-- THE DATA follows --

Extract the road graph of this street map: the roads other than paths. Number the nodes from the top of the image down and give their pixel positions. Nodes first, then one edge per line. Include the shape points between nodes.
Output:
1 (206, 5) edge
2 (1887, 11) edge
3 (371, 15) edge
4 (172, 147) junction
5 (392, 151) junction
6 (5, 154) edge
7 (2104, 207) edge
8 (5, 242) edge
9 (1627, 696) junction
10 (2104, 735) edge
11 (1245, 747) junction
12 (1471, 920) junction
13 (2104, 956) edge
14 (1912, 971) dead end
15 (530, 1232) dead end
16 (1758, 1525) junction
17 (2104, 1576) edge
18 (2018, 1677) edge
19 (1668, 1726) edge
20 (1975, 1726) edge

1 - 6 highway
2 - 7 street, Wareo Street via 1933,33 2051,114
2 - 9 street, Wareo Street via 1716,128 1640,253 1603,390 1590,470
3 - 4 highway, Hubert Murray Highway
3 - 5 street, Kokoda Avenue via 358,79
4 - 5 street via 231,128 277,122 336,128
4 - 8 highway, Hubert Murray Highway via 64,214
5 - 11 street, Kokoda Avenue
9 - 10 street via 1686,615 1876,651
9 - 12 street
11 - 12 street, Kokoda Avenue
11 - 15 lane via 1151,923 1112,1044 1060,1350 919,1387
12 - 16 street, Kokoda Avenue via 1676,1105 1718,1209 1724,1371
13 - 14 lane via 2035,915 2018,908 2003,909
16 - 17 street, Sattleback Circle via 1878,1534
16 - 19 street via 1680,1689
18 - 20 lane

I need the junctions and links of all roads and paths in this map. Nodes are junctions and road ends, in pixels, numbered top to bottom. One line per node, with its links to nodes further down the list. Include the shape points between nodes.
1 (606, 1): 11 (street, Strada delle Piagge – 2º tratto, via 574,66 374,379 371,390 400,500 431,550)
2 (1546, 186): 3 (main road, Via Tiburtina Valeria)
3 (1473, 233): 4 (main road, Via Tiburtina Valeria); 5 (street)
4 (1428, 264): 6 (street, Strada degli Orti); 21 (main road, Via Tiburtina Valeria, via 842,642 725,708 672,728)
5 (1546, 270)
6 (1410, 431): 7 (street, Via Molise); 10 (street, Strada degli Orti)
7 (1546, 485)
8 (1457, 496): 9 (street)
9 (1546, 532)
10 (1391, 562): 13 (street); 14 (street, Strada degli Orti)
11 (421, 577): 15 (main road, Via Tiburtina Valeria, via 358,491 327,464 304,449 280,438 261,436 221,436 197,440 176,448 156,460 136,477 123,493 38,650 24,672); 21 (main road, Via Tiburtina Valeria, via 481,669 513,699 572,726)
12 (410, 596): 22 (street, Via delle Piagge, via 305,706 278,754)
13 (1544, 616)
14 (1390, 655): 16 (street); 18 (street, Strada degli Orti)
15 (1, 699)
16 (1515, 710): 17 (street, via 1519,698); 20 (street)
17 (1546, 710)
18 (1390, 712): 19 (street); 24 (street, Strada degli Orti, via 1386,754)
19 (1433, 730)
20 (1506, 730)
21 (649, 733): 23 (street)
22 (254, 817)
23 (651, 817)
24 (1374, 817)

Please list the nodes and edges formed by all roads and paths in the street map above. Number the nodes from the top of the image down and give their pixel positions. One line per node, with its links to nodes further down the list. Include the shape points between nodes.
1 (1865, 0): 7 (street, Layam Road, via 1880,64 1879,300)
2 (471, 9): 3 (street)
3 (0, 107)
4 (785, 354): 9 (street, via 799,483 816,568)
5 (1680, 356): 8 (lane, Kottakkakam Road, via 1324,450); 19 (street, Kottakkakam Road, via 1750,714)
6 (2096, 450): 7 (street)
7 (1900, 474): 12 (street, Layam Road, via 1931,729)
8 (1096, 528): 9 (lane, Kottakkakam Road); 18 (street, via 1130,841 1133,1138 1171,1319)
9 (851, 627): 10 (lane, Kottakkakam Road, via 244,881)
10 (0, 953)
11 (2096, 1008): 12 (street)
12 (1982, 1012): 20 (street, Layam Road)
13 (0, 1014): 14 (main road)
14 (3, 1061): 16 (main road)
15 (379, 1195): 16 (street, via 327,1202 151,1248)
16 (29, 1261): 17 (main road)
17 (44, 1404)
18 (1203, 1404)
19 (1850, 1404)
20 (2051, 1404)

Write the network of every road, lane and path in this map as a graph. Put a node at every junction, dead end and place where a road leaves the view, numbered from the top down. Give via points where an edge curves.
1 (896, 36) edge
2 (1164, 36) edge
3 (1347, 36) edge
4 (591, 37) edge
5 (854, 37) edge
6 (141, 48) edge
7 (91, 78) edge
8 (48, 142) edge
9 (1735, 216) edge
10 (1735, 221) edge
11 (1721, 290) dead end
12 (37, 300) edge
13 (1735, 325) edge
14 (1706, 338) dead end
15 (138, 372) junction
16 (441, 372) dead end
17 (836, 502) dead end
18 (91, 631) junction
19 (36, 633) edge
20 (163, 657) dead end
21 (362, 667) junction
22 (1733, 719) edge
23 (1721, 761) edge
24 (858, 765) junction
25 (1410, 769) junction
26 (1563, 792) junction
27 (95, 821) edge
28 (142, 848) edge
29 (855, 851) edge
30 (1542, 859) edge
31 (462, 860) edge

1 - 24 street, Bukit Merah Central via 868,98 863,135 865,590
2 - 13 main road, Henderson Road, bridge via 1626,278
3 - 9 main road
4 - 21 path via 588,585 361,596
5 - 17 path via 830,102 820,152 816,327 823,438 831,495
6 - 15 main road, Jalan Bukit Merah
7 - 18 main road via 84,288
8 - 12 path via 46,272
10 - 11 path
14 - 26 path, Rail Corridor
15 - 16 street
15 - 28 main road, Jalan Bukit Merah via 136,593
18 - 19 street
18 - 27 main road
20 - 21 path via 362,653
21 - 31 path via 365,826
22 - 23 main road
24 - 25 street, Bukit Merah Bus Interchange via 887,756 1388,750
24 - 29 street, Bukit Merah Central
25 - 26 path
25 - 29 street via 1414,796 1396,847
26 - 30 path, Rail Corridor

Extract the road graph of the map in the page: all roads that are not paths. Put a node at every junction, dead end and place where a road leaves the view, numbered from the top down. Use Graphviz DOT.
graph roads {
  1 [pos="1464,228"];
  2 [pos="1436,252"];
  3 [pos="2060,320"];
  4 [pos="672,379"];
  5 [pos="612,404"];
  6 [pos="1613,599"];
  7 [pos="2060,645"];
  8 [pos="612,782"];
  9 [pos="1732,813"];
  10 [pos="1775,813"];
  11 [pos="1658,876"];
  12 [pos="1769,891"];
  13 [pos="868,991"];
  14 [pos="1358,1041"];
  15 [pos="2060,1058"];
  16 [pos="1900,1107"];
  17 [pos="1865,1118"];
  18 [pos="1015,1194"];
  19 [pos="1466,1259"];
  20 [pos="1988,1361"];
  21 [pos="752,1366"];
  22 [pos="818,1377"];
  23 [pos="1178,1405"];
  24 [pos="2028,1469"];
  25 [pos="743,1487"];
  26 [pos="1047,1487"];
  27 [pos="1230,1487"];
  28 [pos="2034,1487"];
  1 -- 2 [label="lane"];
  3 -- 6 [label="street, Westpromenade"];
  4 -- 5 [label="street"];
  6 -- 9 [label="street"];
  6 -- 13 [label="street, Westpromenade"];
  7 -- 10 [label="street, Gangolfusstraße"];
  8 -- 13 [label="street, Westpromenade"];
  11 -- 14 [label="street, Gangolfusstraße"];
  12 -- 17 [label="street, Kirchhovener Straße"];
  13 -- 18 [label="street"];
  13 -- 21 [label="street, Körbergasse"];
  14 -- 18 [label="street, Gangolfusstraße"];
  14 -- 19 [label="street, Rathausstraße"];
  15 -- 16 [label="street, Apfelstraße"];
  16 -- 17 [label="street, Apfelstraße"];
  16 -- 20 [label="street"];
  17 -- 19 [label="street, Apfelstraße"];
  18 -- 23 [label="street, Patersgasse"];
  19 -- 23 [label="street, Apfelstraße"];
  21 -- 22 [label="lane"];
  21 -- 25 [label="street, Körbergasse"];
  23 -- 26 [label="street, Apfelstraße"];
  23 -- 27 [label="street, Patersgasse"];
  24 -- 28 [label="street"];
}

-- THE DATA concluded --

### WORK TO COMPLETE
Check each line of the listing above, and copy it if it contains the word "Westpromenade".

### RESPONSE
  3 -- 6 [label="street, Westpromenade"];
  6 -- 13 [label="street, Westpromenade"];
  8 -- 13 [label="street, Westpromenade"];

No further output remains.